TASK: I need every line that includes the word "main" copied from the material.
==============================
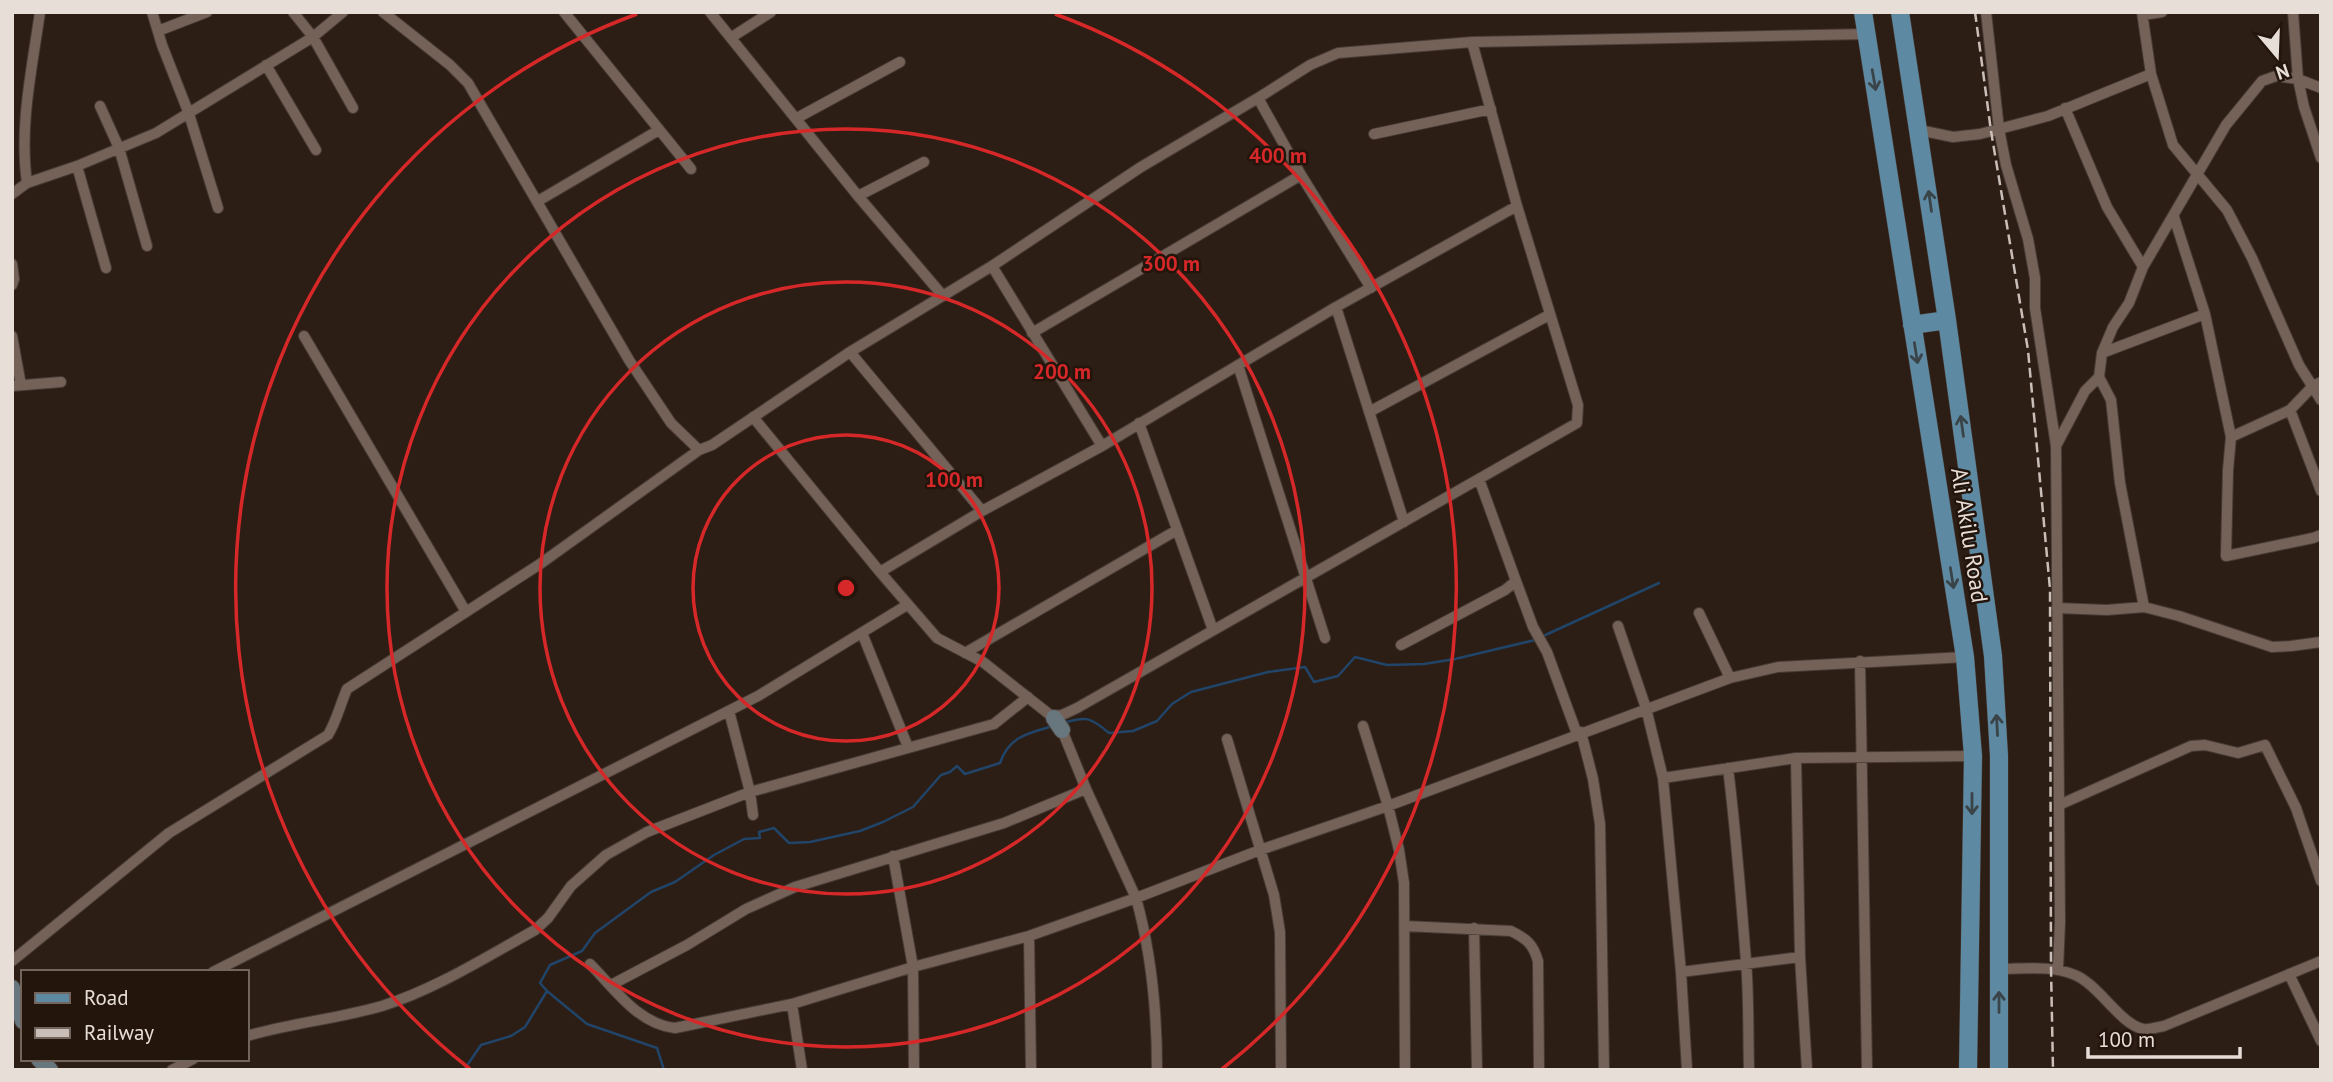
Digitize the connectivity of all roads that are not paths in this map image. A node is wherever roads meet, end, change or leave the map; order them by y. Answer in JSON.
{"nodes":[{"id":1,"x":40,"y":12,"type":"edge"},
{"id":2,"x":152,"y":12,"type":"edge"},
{"id":3,"x":207,"y":12,"type":"edge"},
{"id":4,"x":293,"y":12,"type":"edge"},
{"id":5,"x":343,"y":12,"type":"edge"},
{"id":6,"x":383,"y":12,"type":"edge"},
{"id":7,"x":564,"y":12,"type":"edge"},
{"id":8,"x":710,"y":12,"type":"edge"},
{"id":9,"x":771,"y":12,"type":"edge"},
{"id":10,"x":1863,"y":12,"type":"edge"},
{"id":11,"x":1900,"y":12,"type":"edge"},
{"id":12,"x":1986,"y":12,"type":"edge"},
{"id":13,"x":2162,"y":12,"type":"edge"},
{"id":14,"x":2293,"y":12,"type":"edge"},
{"id":15,"x":2143,"y":14,"type":"edge"},
{"id":16,"x":158,"y":32,"type":"junction"},
{"id":17,"x":1867,"y":34,"type":"junction"},
{"id":18,"x":313,"y":37,"type":"junction"},
{"id":19,"x":732,"y":37,"type":"junction"},
{"id":20,"x":1472,"y":42,"type":"junction"},
{"id":21,"x":900,"y":62,"type":"dead end"},
{"id":22,"x":266,"y":65,"type":"junction"},
{"id":23,"x":2151,"y":74,"type":"junction"},
{"id":24,"x":2298,"y":79,"type":"junction"},
{"id":25,"x":2321,"y":88,"type":"edge"},
{"id":26,"x":1258,"y":98,"type":"junction"},
{"id":27,"x":100,"y":106,"type":"dead end"},
{"id":28,"x":353,"y":107,"type":"dead end"},
{"id":29,"x":2065,"y":108,"type":"junction"},
{"id":30,"x":1491,"y":109,"type":"junction"},
{"id":31,"x":189,"y":114,"type":"junction"},
{"id":32,"x":797,"y":118,"type":"junction"},
{"id":33,"x":659,"y":130,"type":"junction"},
{"id":34,"x":1919,"y":130,"type":"junction"},
{"id":35,"x":1999,"y":130,"type":"junction"},
{"id":36,"x":1374,"y":134,"type":"dead end"},
{"id":37,"x":119,"y":148,"type":"junction"},
{"id":38,"x":316,"y":150,"type":"dead end"},
{"id":39,"x":2321,"y":158,"type":"edge"},
{"id":40,"x":924,"y":162,"type":"dead end"},
{"id":41,"x":77,"y":166,"type":"junction"},
{"id":42,"x":691,"y":169,"type":"dead end"},
{"id":43,"x":2197,"y":174,"type":"junction"},
{"id":44,"x":1301,"y":175,"type":"junction"},
{"id":45,"x":27,"y":183,"type":"junction"},
{"id":46,"x":12,"y":194,"type":"edge"},
{"id":47,"x":858,"y":197,"type":"junction"},
{"id":48,"x":538,"y":201,"type":"junction"},
{"id":49,"x":1517,"y":206,"type":"junction"},
{"id":50,"x":218,"y":208,"type":"dead end"},
{"id":51,"x":2174,"y":217,"type":"junction"},
{"id":52,"x":147,"y":246,"type":"dead end"},
{"id":53,"x":12,"y":264,"type":"edge"},
{"id":54,"x":992,"y":266,"type":"junction"},
{"id":55,"x":2143,"y":267,"type":"junction"},
{"id":56,"x":106,"y":268,"type":"dead end"},
{"id":57,"x":12,"y":285,"type":"edge"},
{"id":58,"x":1371,"y":288,"type":"junction"},
{"id":59,"x":943,"y":296,"type":"junction"},
{"id":60,"x":1336,"y":307,"type":"junction"},
{"id":61,"x":1549,"y":314,"type":"junction"},
{"id":62,"x":2205,"y":314,"type":"junction"},
{"id":63,"x":1947,"y":320,"type":"junction"},
{"id":64,"x":1912,"y":325,"type":"junction"},
{"id":65,"x":1032,"y":333,"type":"junction"},
{"id":66,"x":12,"y":336,"type":"edge"},
{"id":67,"x":303,"y":336,"type":"dead end"},
{"id":68,"x":850,"y":352,"type":"junction"},
{"id":69,"x":2102,"y":353,"type":"junction"},
{"id":70,"x":1238,"y":365,"type":"junction"},
{"id":71,"x":2099,"y":377,"type":"junction"},
{"id":72,"x":61,"y":382,"type":"dead end"},
{"id":73,"x":2317,"y":384,"type":"edge"},
{"id":74,"x":17,"y":386,"type":"edge"},
{"id":75,"x":2321,"y":400,"type":"edge"},
{"id":76,"x":2290,"y":410,"type":"junction"},
{"id":77,"x":1369,"y":412,"type":"junction"},
{"id":78,"x":753,"y":417,"type":"junction"},
{"id":79,"x":1139,"y":424,"type":"junction"},
{"id":80,"x":2231,"y":437,"type":"junction"},
{"id":81,"x":1101,"y":446,"type":"junction"},
{"id":82,"x":2056,"y":446,"type":"junction"},
{"id":83,"x":699,"y":450,"type":"junction"},
{"id":84,"x":1479,"y":479,"type":"junction"},
{"id":85,"x":2321,"y":491,"type":"edge"},
{"id":86,"x":982,"y":511,"type":"junction"},
{"id":87,"x":1404,"y":522,"type":"junction"},
{"id":88,"x":1177,"y":530,"type":"junction"},
{"id":89,"x":2321,"y":535,"type":"edge"},
{"id":90,"x":880,"y":572,"type":"junction"},
{"id":91,"x":1306,"y":578,"type":"junction"},
{"id":92,"x":1516,"y":582,"type":"junction"},
{"id":93,"x":907,"y":605,"type":"junction"},
{"id":94,"x":2144,"y":607,"type":"junction"},
{"id":95,"x":2057,"y":608,"type":"junction"},
{"id":96,"x":466,"y":612,"type":"junction"},
{"id":97,"x":1699,"y":614,"type":"dead end"},
{"id":98,"x":1618,"y":626,"type":"dead end"},
{"id":99,"x":1213,"y":630,"type":"junction"},
{"id":100,"x":862,"y":633,"type":"junction"},
{"id":101,"x":1325,"y":638,"type":"dead end"},
{"id":102,"x":2321,"y":642,"type":"edge"},
{"id":103,"x":1401,"y":645,"type":"dead end"},
{"id":104,"x":965,"y":653,"type":"junction"},
{"id":105,"x":1965,"y":657,"type":"junction"},
{"id":106,"x":1860,"y":661,"type":"junction"},
{"id":107,"x":1730,"y":678,"type":"junction"},
{"id":108,"x":1028,"y":697,"type":"junction"},
{"id":109,"x":1646,"y":708,"type":"junction"},
{"id":110,"x":729,"y":711,"type":"junction"},
{"id":111,"x":1056,"y":721,"type":"junction"},
{"id":112,"x":1363,"y":726,"type":"dead end"},
{"id":113,"x":1579,"y":733,"type":"junction"},
{"id":114,"x":1227,"y":739,"type":"dead end"},
{"id":115,"x":908,"y":747,"type":"junction"},
{"id":116,"x":1862,"y":756,"type":"junction"},
{"id":117,"x":1973,"y":756,"type":"junction"},
{"id":118,"x":1796,"y":758,"type":"junction"},
{"id":119,"x":1728,"y":768,"type":"junction"},
{"id":120,"x":1663,"y":778,"type":"junction"},
{"id":121,"x":1086,"y":789,"type":"junction"},
{"id":122,"x":750,"y":792,"type":"junction"},
{"id":123,"x":2059,"y":804,"type":"junction"},
{"id":124,"x":1388,"y":806,"type":"junction"},
{"id":125,"x":753,"y":815,"type":"dead end"},
{"id":126,"x":1260,"y":850,"type":"junction"},
{"id":127,"x":893,"y":856,"type":"junction"},
{"id":128,"x":2321,"y":881,"type":"edge"},
{"id":129,"x":1136,"y":898,"type":"junction"},
{"id":130,"x":1405,"y":926,"type":"junction"},
{"id":131,"x":1474,"y":928,"type":"junction"},
{"id":132,"x":1029,"y":936,"type":"junction"},
{"id":133,"x":1801,"y":957,"type":"junction"},
{"id":134,"x":12,"y":961,"type":"edge"},
{"id":135,"x":2321,"y":961,"type":"edge"},
{"id":136,"x":590,"y":964,"type":"dead end"},
{"id":137,"x":1747,"y":964,"type":"junction"},
{"id":138,"x":913,"y":967,"type":"junction"},
{"id":139,"x":1999,"y":969,"type":"junction"},
{"id":140,"x":2058,"y":969,"type":"junction"},
{"id":141,"x":217,"y":970,"type":"edge"},
{"id":142,"x":1681,"y":972,"type":"junction"},
{"id":143,"x":2289,"y":974,"type":"junction"},
{"id":144,"x":611,"y":985,"type":"junction"},
{"id":145,"x":12,"y":988,"type":"edge"},
{"id":146,"x":792,"y":1004,"type":"junction"},
{"id":147,"x":21,"y":1015,"type":"edge"},
{"id":148,"x":248,"y":1036,"type":"edge"},
{"id":149,"x":2321,"y":1041,"type":"edge"},
{"id":150,"x":189,"y":1061,"type":"edge"},
{"id":151,"x":172,"y":1070,"type":"edge"},
{"id":152,"x":802,"y":1070,"type":"edge"},
{"id":153,"x":914,"y":1070,"type":"edge"},
{"id":154,"x":1031,"y":1070,"type":"edge"},
{"id":155,"x":1157,"y":1070,"type":"edge"},
{"id":156,"x":1281,"y":1070,"type":"edge"},
{"id":157,"x":1405,"y":1070,"type":"edge"},
{"id":158,"x":1477,"y":1070,"type":"edge"},
{"id":159,"x":1539,"y":1070,"type":"edge"},
{"id":160,"x":1604,"y":1070,"type":"edge"},
{"id":161,"x":1686,"y":1070,"type":"edge"},
{"id":162,"x":1749,"y":1070,"type":"edge"},
{"id":163,"x":1807,"y":1070,"type":"edge"},
{"id":164,"x":1867,"y":1070,"type":"edge"},
{"id":165,"x":1968,"y":1070,"type":"edge"},
{"id":166,"x":1999,"y":1070,"type":"edge"}],
"edges":[{"from":1,"to":45,"type":"street"},
{"from":2,"to":16,"type":"street"},
{"from":3,"to":16,"type":"street"},
{"from":4,"to":18,"type":"street"},
{"from":5,"to":18,"type":"street"},
{"from":6,"to":48,"type":"street"},
{"from":7,"to":33,"type":"street"},
{"from":8,"to":19,"type":"street"},
{"from":9,"to":19,"type":"street"},
{"from":10,"to":17,"type":"main road","name":"Ali Akilu Road"},
{"from":11,"to":34,"type":"main road","name":"Ali Akilu Road"},
{"from":12,"to":35,"type":"street"},
{"from":13,"to":15,"type":"street"},
{"from":14,"to":24,"type":"street"},
{"from":15,"to":23,"type":"street"},
{"from":16,"to":31,"type":"street"},
{"from":17,"to":20,"type":"street"},
{"from":17,"to":64,"type":"main road","name":"Ali Akilu Road","one_way":true},
{"from":18,"to":22,"type":"street"},
{"from":18,"to":28,"type":"street"},
{"from":19,"to":32,"type":"street"},
{"from":20,"to":26,"type":"street"},
{"from":20,"to":30,"type":"street"},
{"from":21,"to":32,"type":"street"},
{"from":22,"to":31,"type":"street"},
{"from":22,"to":38,"type":"street"},
{"from":23,"to":29,"type":"street"},
{"from":23,"to":43,"type":"street"},
{"from":24,"to":25,"type":"street"},
{"from":24,"to":39,"type":"street"},
{"from":24,"to":43,"type":"street"},
{"from":26,"to":44,"type":"street"},
{"from":26,"to":54,"type":"street"},
{"from":27,"to":37,"type":"street"},
{"from":29,"to":35,"type":"street"},
{"from":29,"to":55,"type":"street"},
{"from":30,"to":36,"type":"street"},
{"from":30,"to":49,"type":"street"},
{"from":31,"to":37,"type":"street"},
{"from":31,"to":50,"type":"street"},
{"from":32,"to":47,"type":"street"},
{"from":33,"to":42,"type":"street"},
{"from":33,"to":48,"type":"street"},
{"from":34,"to":35,"type":"street"},
{"from":63,"to":34,"type":"main road","name":"Ali Akilu Road","one_way":true},
{"from":35,"to":82,"type":"street"},
{"from":37,"to":41,"type":"street"},
{"from":37,"to":52,"type":"street"},
{"from":40,"to":47,"type":"street"},
{"from":41,"to":45,"type":"street"},
{"from":41,"to":56,"type":"street"},
{"from":43,"to":51,"type":"street"},
{"from":43,"to":73,"type":"street"},
{"from":44,"to":58,"type":"street"},
{"from":44,"to":65,"type":"street"},
{"from":45,"to":46,"type":"street"},
{"from":47,"to":59,"type":"street"},
{"from":48,"to":83,"type":"street"},
{"from":49,"to":58,"type":"street"},
{"from":49,"to":61,"type":"street"},
{"from":51,"to":55,"type":"street"},
{"from":51,"to":62,"type":"street"},
{"from":53,"to":57,"type":"street"},
{"from":54,"to":59,"type":"street"},
{"from":54,"to":65,"type":"street"},
{"from":55,"to":69,"type":"street"},
{"from":58,"to":60,"type":"street"},
{"from":59,"to":68,"type":"street"},
{"from":60,"to":70,"type":"street"},
{"from":60,"to":77,"type":"street"},
{"from":61,"to":77,"type":"street"},
{"from":61,"to":84,"type":"street"},
{"from":62,"to":69,"type":"street"},
{"from":62,"to":80,"type":"street"},
{"from":63,"to":64,"type":"main road"},
{"from":139,"to":63,"type":"main road","name":"Ali Akilu Road","one_way":true},
{"from":64,"to":105,"type":"main road","name":"Ali Akilu Road","one_way":true},
{"from":65,"to":81,"type":"street"},
{"from":66,"to":74,"type":"street"},
{"from":67,"to":96,"type":"street"},
{"from":68,"to":78,"type":"street"},
{"from":68,"to":86,"type":"street"},
{"from":69,"to":71,"type":"street"},
{"from":70,"to":79,"type":"street"},
{"from":70,"to":91,"type":"street"},
{"from":71,"to":82,"type":"street"},
{"from":71,"to":94,"type":"street"},
{"from":72,"to":74,"type":"street"},
{"from":73,"to":75,"type":"street"},
{"from":73,"to":76,"type":"street"},
{"from":76,"to":80,"type":"street"},
{"from":76,"to":85,"type":"street"},
{"from":77,"to":87,"type":"street"},
{"from":78,"to":83,"type":"street"},
{"from":78,"to":90,"type":"street"},
{"from":79,"to":81,"type":"street"},
{"from":79,"to":88,"type":"street"},
{"from":80,"to":89,"type":"street"},
{"from":81,"to":86,"type":"street"},
{"from":82,"to":95,"type":"street"},
{"from":83,"to":96,"type":"street"},
{"from":84,"to":87,"type":"street"},
{"from":84,"to":92,"type":"street"},
{"from":86,"to":90,"type":"street"},
{"from":87,"to":91,"type":"street"},
{"from":88,"to":99,"type":"street"},
{"from":88,"to":104,"type":"street"},
{"from":90,"to":93,"type":"street"},
{"from":91,"to":99,"type":"street"},
{"from":91,"to":101,"type":"street"},
{"from":92,"to":103,"type":"street"},
{"from":92,"to":113,"type":"street"},
{"from":93,"to":100,"type":"street"},
{"from":93,"to":104,"type":"street"},
{"from":94,"to":95,"type":"street"},
{"from":94,"to":102,"type":"street"},
{"from":95,"to":123,"type":"street"},
{"from":96,"to":134,"type":"street"},
{"from":97,"to":107,"type":"street"},
{"from":98,"to":109,"type":"street"},
{"from":99,"to":111,"type":"street"},
{"from":100,"to":110,"type":"street"},
{"from":100,"to":115,"type":"street"},
{"from":104,"to":108,"type":"street"},
{"from":105,"to":106,"type":"street"},
{"from":105,"to":117,"type":"main road","name":"Ali Akilu Road"},
{"from":106,"to":107,"type":"street"},
{"from":106,"to":116,"type":"street"},
{"from":107,"to":109,"type":"street"},
{"from":108,"to":111,"type":"street"},
{"from":108,"to":115,"type":"street"},
{"from":109,"to":113,"type":"street"},
{"from":109,"to":120,"type":"street"},
{"from":110,"to":122,"type":"street"},
{"from":110,"to":141,"type":"street"},
{"from":111,"to":121,"type":"street"},
{"from":112,"to":124,"type":"street"},
{"from":113,"to":124,"type":"street"},
{"from":113,"to":160,"type":"street"},
{"from":114,"to":126,"type":"street"},
{"from":115,"to":122,"type":"street"},
{"from":116,"to":117,"type":"street"},
{"from":116,"to":118,"type":"street"},
{"from":116,"to":164,"type":"street"},
{"from":117,"to":165,"type":"main road","name":"Ali Akilu Road","one_way":true},
{"from":118,"to":119,"type":"street"},
{"from":118,"to":133,"type":"street"},
{"from":119,"to":120,"type":"street"},
{"from":119,"to":137,"type":"street"},
{"from":120,"to":142,"type":"street"},
{"from":121,"to":127,"type":"street"},
{"from":121,"to":129,"type":"street"},
{"from":122,"to":125,"type":"street"},
{"from":122,"to":148,"type":"street"},
{"from":123,"to":128,"type":"street"},
{"from":123,"to":140,"type":"street"},
{"from":124,"to":126,"type":"street"},
{"from":124,"to":130,"type":"street"},
{"from":126,"to":129,"type":"street"},
{"from":126,"to":156,"type":"street"},
{"from":127,"to":138,"type":"street"},
{"from":127,"to":144,"type":"street"},
{"from":129,"to":132,"type":"street"},
{"from":129,"to":155,"type":"street"},
{"from":130,"to":131,"type":"street"},
{"from":130,"to":157,"type":"street"},
{"from":131,"to":158,"type":"street"},
{"from":131,"to":159,"type":"street"},
{"from":132,"to":138,"type":"street"},
{"from":132,"to":154,"type":"street"},
{"from":133,"to":137,"type":"street"},
{"from":133,"to":163,"type":"street"},
{"from":135,"to":143,"type":"street"},
{"from":136,"to":144,"type":"street"},
{"from":137,"to":142,"type":"street"},
{"from":137,"to":162,"type":"street"},
{"from":138,"to":146,"type":"street"},
{"from":138,"to":153,"type":"street"},
{"from":139,"to":140,"type":"street"},
{"from":166,"to":139,"type":"main road","name":"Ali Akilu Road","one_way":true},
{"from":140,"to":143,"type":"street"},
{"from":142,"to":161,"type":"street"},
{"from":143,"to":149,"type":"street"},
{"from":144,"to":146,"type":"street"},
{"from":145,"to":147,"type":"street"},
{"from":146,"to":152,"type":"street"},
{"from":150,"to":151,"type":"street"}]}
==============================
TASK ANSWER:
{"from":10,"to":17,"type":"main road","name":"Ali Akilu Road"},
{"from":11,"to":34,"type":"main road","name":"Ali Akilu Road"},
{"from":17,"to":64,"type":"main road","name":"Ali Akilu Road","one_way":true},
{"from":63,"to":34,"type":"main road","name":"Ali Akilu Road","one_way":true},
{"from":63,"to":64,"type":"main road"},
{"from":139,"to":63,"type":"main road","name":"Ali Akilu Road","one_way":true},
{"from":64,"to":105,"type":"main road","name":"Ali Akilu Road","one_way":true},
{"from":105,"to":117,"type":"main road","name":"Ali Akilu Road"},
{"from":117,"to":165,"type":"main road","name":"Ali Akilu Road","one_way":true},
{"from":166,"to":139,"type":"main road","name":"Ali Akilu Road","one_way":true},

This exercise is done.